**Exercise objective:**
Starting with the line that contains "middle dip: (262, 216)", give again exactly and only each line through the end of the records; include the last line and exclude pictures.

**Source material:**

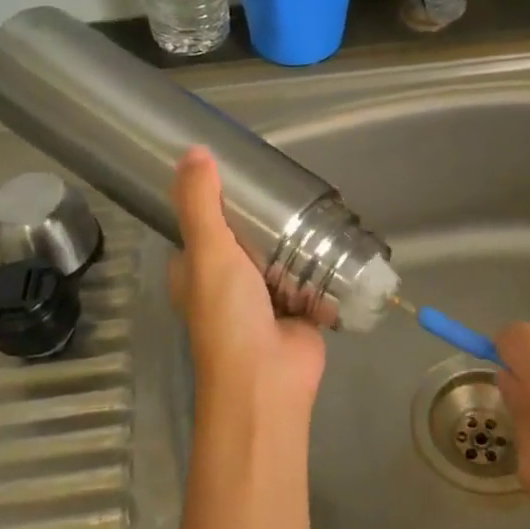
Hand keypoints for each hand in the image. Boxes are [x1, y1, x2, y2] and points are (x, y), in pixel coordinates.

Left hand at [169, 147, 325, 418]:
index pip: (200, 226)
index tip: (234, 170)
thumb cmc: (228, 315)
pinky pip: (309, 274)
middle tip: (284, 181)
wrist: (268, 378)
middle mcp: (227, 282)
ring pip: (279, 255)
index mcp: (196, 271)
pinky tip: (335, 232)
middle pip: (244, 238)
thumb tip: (193, 150)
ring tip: (312, 199)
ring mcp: (265, 296)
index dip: (212, 199)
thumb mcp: (208, 252)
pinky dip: (320, 260)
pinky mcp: (299, 307)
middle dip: (262, 216)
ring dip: (293, 236)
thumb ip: (201, 204)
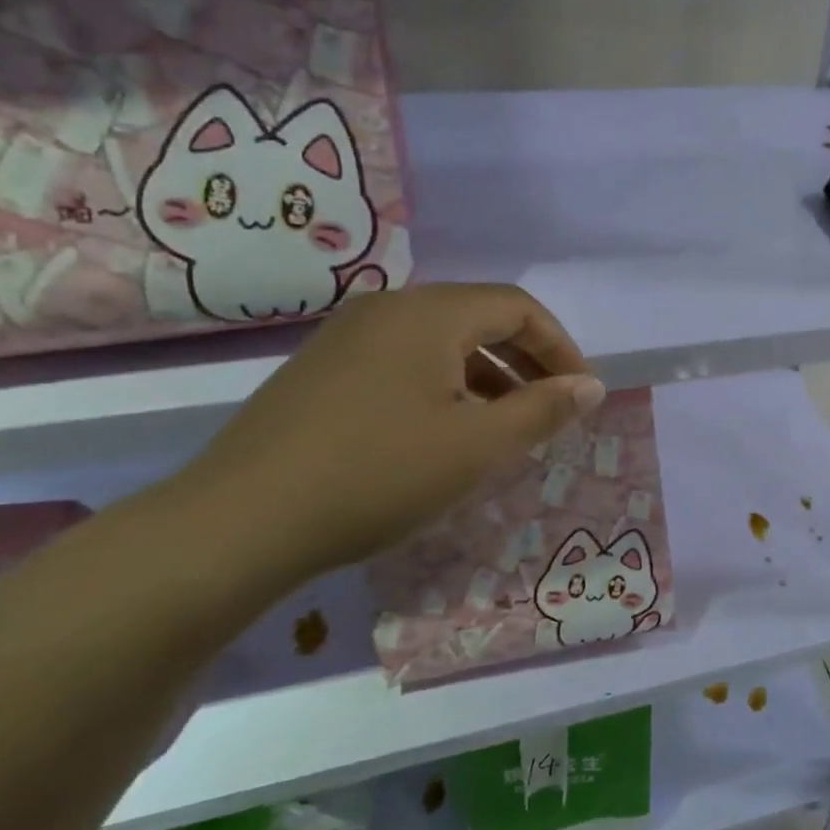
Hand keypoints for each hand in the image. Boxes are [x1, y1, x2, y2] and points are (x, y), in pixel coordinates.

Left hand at [171, 284, 603, 581]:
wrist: (239, 522)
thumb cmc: (378, 475)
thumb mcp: (477, 447)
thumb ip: (542, 410)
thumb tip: (590, 386)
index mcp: (429, 312)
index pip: (517, 307)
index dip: (560, 347)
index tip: (582, 394)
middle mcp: (387, 308)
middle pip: (478, 318)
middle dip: (526, 361)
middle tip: (552, 410)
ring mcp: (347, 337)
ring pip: (440, 343)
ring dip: (485, 376)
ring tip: (504, 428)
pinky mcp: (322, 370)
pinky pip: (403, 362)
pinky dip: (442, 387)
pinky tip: (442, 433)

**Response to this exercise:**
middle dip: (262, 216)
ring dip: (293, 236)
thumb ip: (201, 204)
Hand keypoints for each hand in the image. Boxes are [x1, y1, x2, y2] and points are (x, y), in pixel coordinates.

Left hand at [171, 284, 603, 581]:
wrist: (239, 522)
thumb cmc: (378, 475)
thumb mcp: (477, 447)
thumb ip: (542, 410)
thumb tip: (590, 386)
index mcp: (429, 312)
index pip: (517, 307)
index dip: (560, 347)
index tip: (582, 394)
middle mcp: (387, 308)
middle pip: (478, 318)
middle dip: (526, 361)
middle tip: (552, 410)
ring mcp: (347, 337)
ring pip: (440, 343)
ring dip: (485, 376)
ring tip: (504, 428)
pinky mcp: (322, 370)
pinky pip: (403, 362)
pinky dip: (442, 387)
pinky tip: (442, 433)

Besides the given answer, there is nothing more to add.